### [Aim of the task]
Search the records for the word "Parkway" and copy each line in which it appears.

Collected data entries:
════════════════════
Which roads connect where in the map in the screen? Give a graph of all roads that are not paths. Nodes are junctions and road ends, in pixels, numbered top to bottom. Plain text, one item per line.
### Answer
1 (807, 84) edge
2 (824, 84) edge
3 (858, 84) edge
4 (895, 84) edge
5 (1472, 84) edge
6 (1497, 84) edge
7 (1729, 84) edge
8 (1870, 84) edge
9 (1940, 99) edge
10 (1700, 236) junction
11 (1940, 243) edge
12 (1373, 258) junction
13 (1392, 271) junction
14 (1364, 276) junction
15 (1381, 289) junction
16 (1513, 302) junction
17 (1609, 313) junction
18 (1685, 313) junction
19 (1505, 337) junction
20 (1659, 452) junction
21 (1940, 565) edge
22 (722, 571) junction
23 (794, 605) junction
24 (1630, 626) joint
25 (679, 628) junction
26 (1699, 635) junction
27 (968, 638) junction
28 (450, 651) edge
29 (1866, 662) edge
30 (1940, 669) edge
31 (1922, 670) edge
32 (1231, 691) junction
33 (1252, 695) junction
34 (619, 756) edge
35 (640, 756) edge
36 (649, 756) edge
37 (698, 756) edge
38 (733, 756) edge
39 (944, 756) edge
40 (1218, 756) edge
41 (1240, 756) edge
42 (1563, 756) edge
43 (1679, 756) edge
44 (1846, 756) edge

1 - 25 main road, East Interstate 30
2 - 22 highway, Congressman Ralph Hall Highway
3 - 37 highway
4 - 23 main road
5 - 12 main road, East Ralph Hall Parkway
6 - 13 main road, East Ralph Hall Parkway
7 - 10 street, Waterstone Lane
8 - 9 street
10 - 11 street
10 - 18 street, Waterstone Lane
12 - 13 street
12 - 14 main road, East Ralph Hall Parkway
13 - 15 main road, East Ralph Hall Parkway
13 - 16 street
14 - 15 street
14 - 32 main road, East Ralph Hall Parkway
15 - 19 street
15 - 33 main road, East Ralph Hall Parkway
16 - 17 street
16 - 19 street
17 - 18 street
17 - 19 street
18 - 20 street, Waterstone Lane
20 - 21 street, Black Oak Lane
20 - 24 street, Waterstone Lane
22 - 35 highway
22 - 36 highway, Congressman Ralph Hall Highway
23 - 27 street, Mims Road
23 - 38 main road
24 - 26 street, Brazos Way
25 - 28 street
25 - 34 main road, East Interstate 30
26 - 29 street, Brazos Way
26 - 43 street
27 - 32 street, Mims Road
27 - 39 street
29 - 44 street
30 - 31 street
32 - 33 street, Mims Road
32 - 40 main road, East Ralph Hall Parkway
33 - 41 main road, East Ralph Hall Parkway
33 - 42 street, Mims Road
════════════════════
### [Response area]
5 - 12 main road, East Ralph Hall Parkway
6 - 13 main road, East Ralph Hall Parkway
12 - 14 main road, East Ralph Hall Parkway
13 - 15 main road, East Ralph Hall Parkway
14 - 32 main road, East Ralph Hall Parkway
15 - 33 main road, East Ralph Hall Parkway
32 - 40 main road, East Ralph Hall Parkway
33 - 41 main road, East Ralph Hall Parkway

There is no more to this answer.